Danach geht es mir besser. Die Stille tut gut. Auch das kalte Wasser, das auf der Haut prickelt. Endlich kommt mein Kopf zur Ruhe. Müde schlurfe ich aus dem Wasser und wickle mich in das Handtuch ein. So bleibe ich auf dem Felsen hocken und starre in den Sonnenuntergang, der sich auf der Wasseroberfläche zu spiegeln beginnt. Abends mag ich den See besonders gern. Abends, oder wenn es regnet. Da gehört er nur mir allein. Mit all den Geräuschen. Dem Schwappen. Dem Rascheln. Dem Gurgeln. Dann spüre ich die Kraft, die von diesem Ort ausgeht. Eine traurige Geschichte verbirgt sich hinter seinem Namen. Wahrscheinlich kommen deshalb kaum Leute hierher. Weil es ein verfluchter Ort ist. Und verfluchte Orte meidet man besser.

Ich meide ihn nicht. Hier habe ich wenigstens meine Ruhe …

«Ich wusste, dass du hier bist», schnauft es prompt hinter mir. Es ist Jelly. «Wenn man dich so sitzen sieht, könnte man Angst kriegen, weißt du das?»

«Hast du mich erschreckt», stöhne ich, nachdem ich mich einigermaßen vom Schock erholt habe. Ich glaube, mein Herz hat für den Bruchteil einer Sekunde zu schlagen aufgehört. Deshalb sage ich: «Wenn jemand Angst kriegen muss, dann bin ich es. Wie kannst du dich auch nur so an mich heranschleichen? Gib es zu, das hast du mit Absicht gemacht. Zur Strafe.» Ich suche Jellys Blick.

Sie grinst.

«Tut mir übrigens leid. Wegen heute», hänge ich dran.

Jelly grinst noch mehr. «Das soll es auch», sagt sie, und dann macht sie etwas, das sie bisher noch nie gemacht hat. Denn eigentlich hat Karolina es ihr verboten. Jellys Mama verbietet fast nie etwas, aber wenn es um den Jungfrauenfelsen geht, ist sie beinhart. Weil sie ziemlich abergläubisch ist.

Deshalb fällt mir auch fast die Kinnlade runter, als Jelly auf den Jungfrauenfelsen klettert und sich vorsichtig neben mich setzt. «Boah, ist das unheimlich», grummelt sie, als sie die Nase über die Felskante streckt. «Meine Mama hat schon recht, wenn sie sagt, dass man nicht auf den Felsen klettern soll! Dass du da freiwillig hineinspringst!? Ehrlich, du hast einen Vogel!»

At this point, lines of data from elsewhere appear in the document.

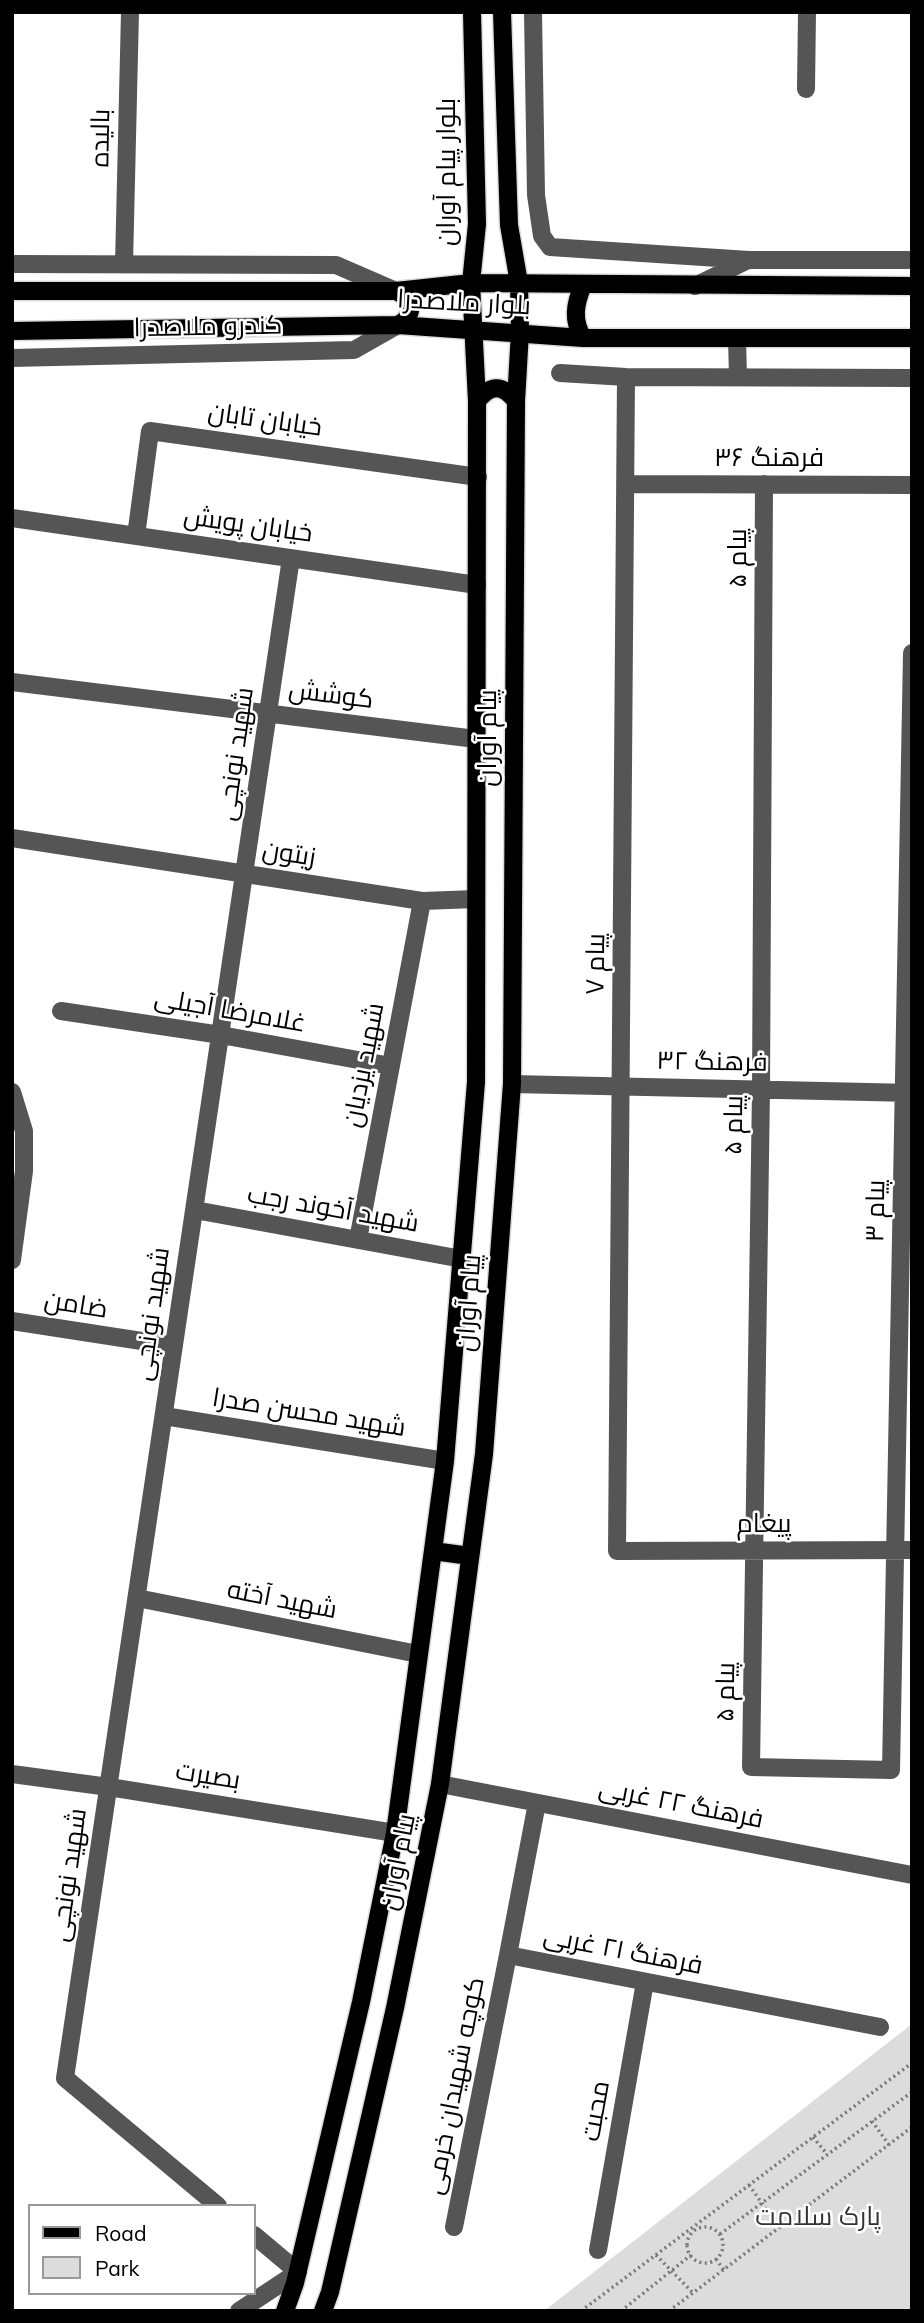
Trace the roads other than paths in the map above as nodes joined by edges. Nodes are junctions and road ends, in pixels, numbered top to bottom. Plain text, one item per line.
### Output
1 (130, 12) edge
2 (472, 12) edge
3 (502, 12) edge
4 (533, 12) edge
5 (807, 12) edge
6 (806, 89) dead end
7 (477, 223) junction
8 (509, 225) junction
9 (749, 260) junction
10 (912, 260) edge
11 (12, 264) edge
12 (124, 264) junction
13 (471, 283) junction
14 (519, 283) junction
15 (583, 285) junction
16 (695, 286) junction
17 (912, 286) edge
18 (12, 290) edge
19 (396, 291) junction
20 (398, 325) junction
21 (12, 331) edge
22 (472, 331) junction
23 (520, 332) junction
24 (583, 338) junction
25 (737, 338) junction
26 (912, 338) edge
27 (12, 358) edge
28 (559, 373) dead end
29 (626, 377) junction
30 (738, 377) junction
31 (912, 378) edge
32 (478, 401) junction
33 (516, 401) junction
34 (478, 477) junction
35 (626, 484) junction
36 (764, 484) junction
37 (912, 485) edge
38 (12, 518) edge
39 (136, 536) junction
40 (291, 558) junction
41 (477, 585) junction
42 (912, 653) edge
43 (12, 682) edge
44 (268, 713) junction
45 (476, 739) junction
46 (12, 838) edge
47 (910, 857) edge
48 (244, 874) junction
49 (476, 899) junction
50 (422, 901) junction
51 (61, 1011) dead end
52 (220, 1035) junction
53 (391, 1066) junction
54 (512, 1084) junction
55 (621, 1086) junction
56 (761, 1090) junction
57 (12, 1092) edge
58 (908, 1093) edge
59 (195, 1210) junction
60 (358, 1240) junction
61 (462, 1259) junction
62 (12, 1260) edge
63 (12, 1321) edge
64 (174, 1346) junction
65 (164, 1416) junction
66 (445, 1461) junction
67 (433, 1550) junction
68 (754, 1550) junction
69 (904, 1550) edge
70 (617, 1551) joint
71 (470, 1556) junction
72 (137, 1598) junction
73 (418, 1654) junction
74 (751, 1767) joint
75 (12, 1774) edge
76 (440, 1784) junction
77 (109, 1787) junction
78 (537, 1803) junction
79 (395, 1833) junction
80 (912, 1875) edge
81 (508, 1955) junction
82 (645, 1982) junction
83 (880, 2027) dead end
84 (216, 2204) edge
85 (454, 2227) dead end
86 (256, 2237) edge
87 (598, 2250) dead end
88 (298, 2272) junction
89 (239, 2311) edge
90 (285, 2311) edge
91 (323, 2311) edge

1 - 12 street, بالیده
2 - 7 main road, بلوار پیام آوران
3 - 8 main road
4 - 9 street
5 - 6 street
7 - 8 main road
7 - 13 main road, بلوار پیام آوران
8 - 14 main road
9 - 10 street
9 - 16 street
11 - 12 street
12 - 19 street
13 - 14 main road, بلوار ملاصدرا
13 - 19 main road, بلوار ملاصدرا
13 - 22 main road, بلوار پیام آوران
14 - 15 main road, بلوار ملاصدرا
14 - 23 main road, پیام آوران
15 - 16 main road, بلوار ملاصدرا
15 - 24 main road
16 - 17 main road, بلوار ملاصدرا
18 - 19 main road, بلوار ملاصدرا
19 - 20 main road
20 - 21 main road, بلوار ملاصدرا
20 - 22 main road, بلوار ملاصدرا
20 - 27 street, کندرو ملاصدرا
22 - 23 main road, بلوار ملاصدرا
22 - 32 main road, پیام آوران
23 - 24 main road, بلوار ملاصدرا
23 - 33 main road, پیام آوران
24 - 25 main road, بلوار ملاصدرا
25 - 26 main road, بلوار ملاصدرا
25 - 30 street
28 - 29 street
29 - 30 street
29 - 35 street, پیام ۷
30 - 31 street
32 - 33 main road
32 - 34 main road, پیام آوران
33 - 54 main road, پیام آوران
34 - 39 street, خیابان تابان
34 - 41 main road, پیام آوران
35 - 36 street, فرهنگ ۳۶
35 - 55 street, پیام ۷
36 - 37 street, فرهنگ ۳۶
36 - 56 street, پیام ۵
38 - 39 street, خیابان پویش
39 - 40 street, خیابان پویش
40 - 41 street, خیابان پویش
40 - 44 street, شهید نونچی
41 - 45 main road, پیام آوران
42 - 47 street, پیام ۳
43 - 44 street, کوشش
44 - 45 street, کوشش
44 - 48 street, شهید نونچی
45 - 49 main road, پیام آوران
46 - 48 street, زیتون
47 - 58 street, پیام ۳
48 - 50 street, زیتون
48 - 52 street, شهید نونچی
49 - 50 street, زیتون
49 - 61 main road, پیام آوران
50 - 53 street, شهید یزدیان
51 - 52 street, غلامرضا آجیلی
52 - 53 street, غلامرضا آجیلی
52 - 59 street, شهید نونچی
53 - 60 street, شهید یزدیان
54 - 55 street, فرهنگ ۳۲
54 - 71 main road, پیام آوران
55 - 56 street, فرهنگ ۳۲
55 - 70 street, پیام ۷
56 - 58 street, فرهنگ ۳۲
56 - 68 street, پیام ۵
57 - 62 street
58 - 69 street, پیام ۳
59 - 60 street, شهید آخوند رجب
59 - 64 street, شهید نونچی
60 - 61 street, شهید آخوند رجب
61 - 66 main road, پیام آوران
63 - 64 street, ضامن
64 - 65 street, شهید نونچی
65 - 66 street, شهید محسن صدرا
65 - 72 street, شهید نونچی
66 - 67 main road, پیام آوران
67 - 71 main road
67 - 73 main road, پیام آوران
68 - 69 street, پیغام
68 - 70 street, پیغام
68 - 74 street, پیام ۵
69 - 74 street, پیام ۳
71 - 76 main road, پیام آوران
72 - 73 street, شهید آخته
72 - 77 street, شهید نونچی
73 - 79 main road, پیام آوران
75 - 77 street, بصیرت
76 - 78 street, فرهنگ ۲۲ غربی
76 - 91 main road, پیام آوران
77 - 79 street, بصیرت
77 - 84 street, شهید نونچی
78 - 80 street, فرهنگ ۲۲ غربی
78 - 81 street, فرهنگ ۲۱ غربی
79 - 88 main road, پیام آوران
81 - 82 street, فرهنگ ۲۱ غربی
81 - 85 street, کوچه شهیدان خرمی
82 - 83 street, فرهنگ ۲۱ غربی
82 - 87 street, محبت
86 - 88 street
88 - 89 street
88 - 90 main road, پیام آوران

«Ja, wahrscheinlich», sage ich und lege den Kopf auf ihre Schulter. «Es stimmt übrigens», füge ich verlegen hinzu.

«Was? Dass du einen Vogel hast? Oder dass der Ort gruselig ist?»

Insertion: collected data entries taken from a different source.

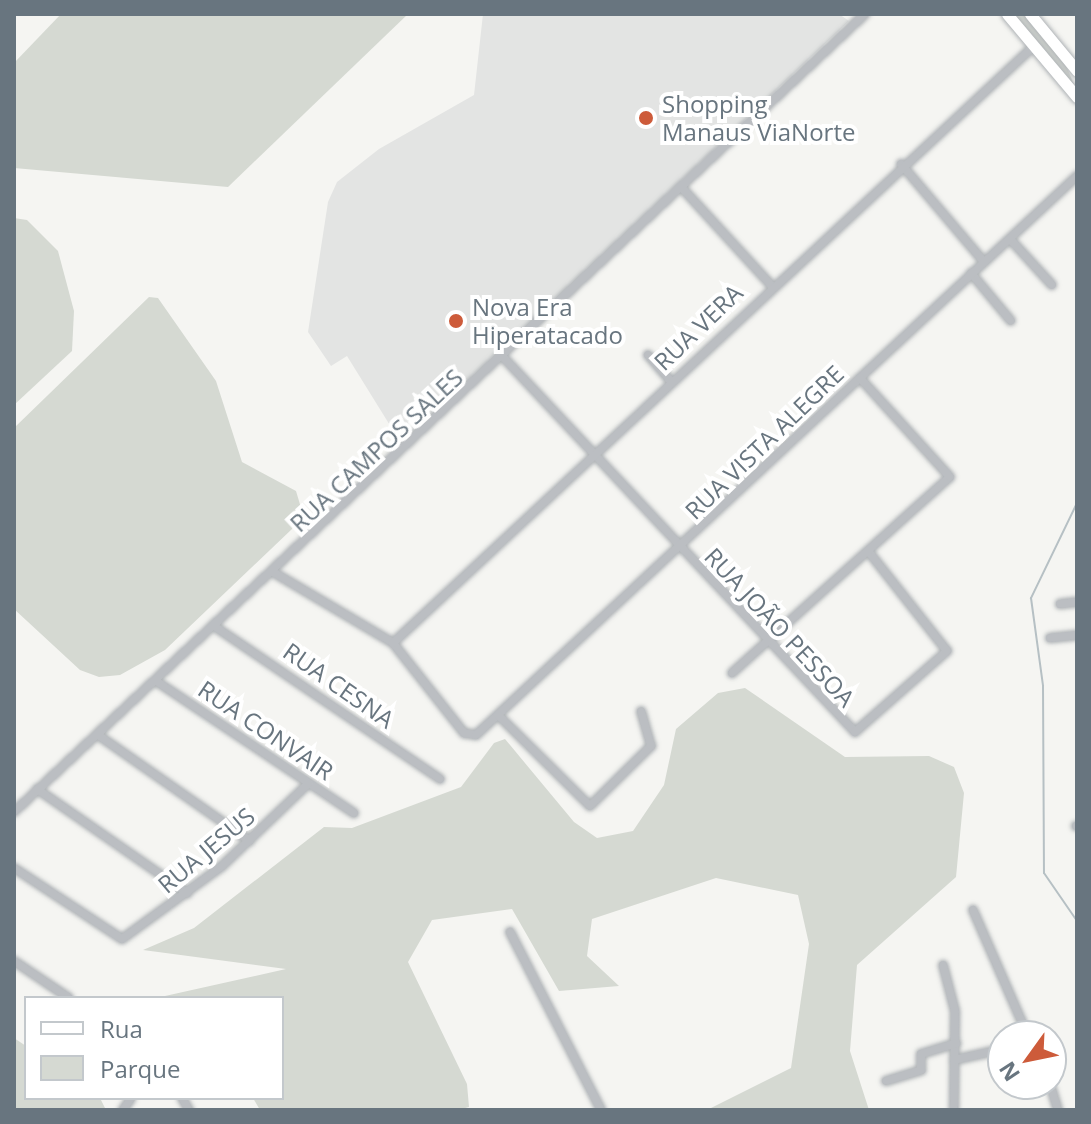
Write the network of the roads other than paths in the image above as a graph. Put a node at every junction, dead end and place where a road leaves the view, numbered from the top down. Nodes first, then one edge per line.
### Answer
1 (865, 14) edge
2 (1007, 14) edge
3 (1030, 14) edge
4 (1035, 45) junction
5 (1077, 71) edge
6 (1077, 97) edge
7 (901, 164) junction
8 (1077, 176) edge
9 (682, 188) junction
10 (1010, 239) junction
11 (984, 262) junction
12 (971, 273) junction
13 (771, 285) junction
14 (1052, 285) dead end
15 (1011, 321) dead end
16 (648, 355) dead end
17 (504, 358) junction
18 (860, 378) junction
19 (671, 381) junction
20 (591, 452) junction
21 (681, 548) junction
22 (868, 551) junction
23 (273, 572) junction
24 (1077, 602) edge
25 (1060, 604) dead end
26 (214, 626) junction
27 (1077, 635) edge
28 (1050, 638) dead end
29 (768, 641) junction
30 (393, 643) junction
31 (732, 673) dead end
32 (156, 681) junction
33 (641, 711) dead end
34 (498, 715) junction
35 (98, 735) junction
36 (440, 779) dead end
37 (309, 783) junction
38 (37, 789) junction
39 (14, 812) edge
40 (354, 813) dead end
41 (250, 841) junction
42 (14, 868) edge
43 (187, 893) junction
44 (973, 910) dead end
45 (510, 932) dead end
46 (14, 961) edge
47 (943, 965) dead end
48 (66, 996) edge
49 (1021, 1020) edge
50 (956, 1043) junction
51 (987, 1053) edge
52 (954, 1060) junction
53 (886, 1081) dead end
54 (601, 1110) edge
55 (954, 1110) edge

1 - 9 street, RUA CAMPOS SALES
2 - 4 main road
3 - 5 main road
4 - 6 main road
4 - 7 street, RUA VERA
7 - 11 street
7 - 13 street, RUA VERA
8 - 10 street, RUA VISTA ALEGRE
9 - 13 street
9 - 17 street, RUA CAMPOS SALES
10 - 11 street, RUA VISTA ALEGRE
10 - 14 street
11 - 12 street, RUA VISTA ALEGRE
12 - 15 street
12 - 18 street, RUA VISTA ALEGRE
13 - 19 street, RUA VERA
16 - 19 street
17 - 20 street, RUA JOÃO PESSOA
17 - 23 street, RUA CAMPOS SALES
18 - 21 street, RUA VISTA ALEGRE
18 - 22 street
19 - 20 street, RUA VERA
20 - 21 street, RUA JOÃO PESSOA
20 - 30 street, RUA VERA
21 - 29 street, RUA JOÃO PESSOA
21 - 34 street, RUA VISTA ALEGRE
22 - 29 street
22 - 29 street, RUA JOÃO PESSOA
23 - 26 street, RUA CAMPOS SALES
23 - 30 street
24 - 25 street
26 - 32 street, RUA CAMPOS SALES
26 - 36 street, RUA CESNA
27 - 28 street
29 - 31 street
30 - 34 street, RUA VISTA ALEGRE
32 - 35 street, RUA CAMPOS SALES
32 - 37 street, RUA CONVAIR
33 - 34 street
35 - 38 street, RUA CAMPOS SALES
35 - 41 street
37 - 40 street, RUA CONVAIR
37 - 41 street, RUA JESUS
38 - 39 street, RUA CAMPOS SALES
38 - 43 street
41 - 43 street, RUA JESUS
42 - 43 street, RUA JESUS
44 - 49 street
45 - 54 street
46 - 48 street
47 - 50 street
50 - 52 street
50 - 53 street
51 - 52 street
52 - 55 street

«Nein, wegen meinen Eltern», antworte ich. «Und … vor allem wegen Raphael. Und …» Ich gerate ins Stocken.

Jelly dreht den Kopf zu mir. «Und Finn?»

«Jaaa», gebe ich schließlich zu. «Und Finn. Aber du musst mir versprechen, dass du kein Sterbenswörtchen darüber verlieren wirst. Zu niemandem!»

Jelly sieht mich beleidigt an. «Na, hör mal, als ob ich so eine Tratschtante wäre …»

«Versprich es mir!»

«Ich sage nix. Du kannst dich auf mich verlassen. Ehrlich! Aber warum machst du so ein Drama daraus? Finn ist doch süß, oder nicht?»

«Und wie», seufze ich, woraufhin wir laut zu gackern anfangen, während die Sonne hinter dem Wald verschwindet und den See in dämmriges Licht hüllt.

«Dann verstehe ich dein Problem nicht», meint Jelly nach einer Weile. Ich hole tief Luft und fange mühsam zu erzählen an. Und weil Jelly halt doch meine allerbeste Freundin ist und ich sie nicht verärgern will, lasse ich auch nichts aus.

So erzähle ich ihr, wie mich Finn an der Bushaltestelle angesprochen hat. Wie wir uns bei der alten Eiche getroffen haben und was tatsächlich am Abend des Sonnenwendfestes passiert ist. Von unseren ersten Küssen im Obstgarten. Von Brummer. Und von meiner Angst, Raphael könnte ausrasten, wenn er erfahren würde, dass ich mich mit Finn treffe. Immerhin ist der Vater von Finn auch Raphaels Chef.

Um uns herum ist es mittlerweile so finster geworden, dass ich Jellys Gesicht kaum noch sehen kann. Trotzdem merke ich, wie sie es verzieht. «Glaubst du nicht, dass du ein bisschen überreagierst?»

Ich schüttle den Kopf. «Weißt du, Raphael hat sich seit dem letzten Jahr sehr verändert. Du würdest ihn nicht wiedererkennen», sage ich vorsichtig.

Jelly murrt. «Woher soll ich denn wissen, wie dein Bruder gerade drauf ist, wenn er mir seit dem Anfall ständig aus dem Weg geht? Dabei hab ich ihm nichts getan. Wenn ich daran denke, wie oft wir früher zusammen gespielt haben. Du und ich und dein Bruder auf dem Heuboden …» Jelly wird auf einmal still. «Das ist lange her», murmelt sie, greift nach ihrem Pulli und steht auf. «Brrr, ist mir kalt! Lass uns abhauen. Wenn es finster wird, ist es noch unheimlicher hier.»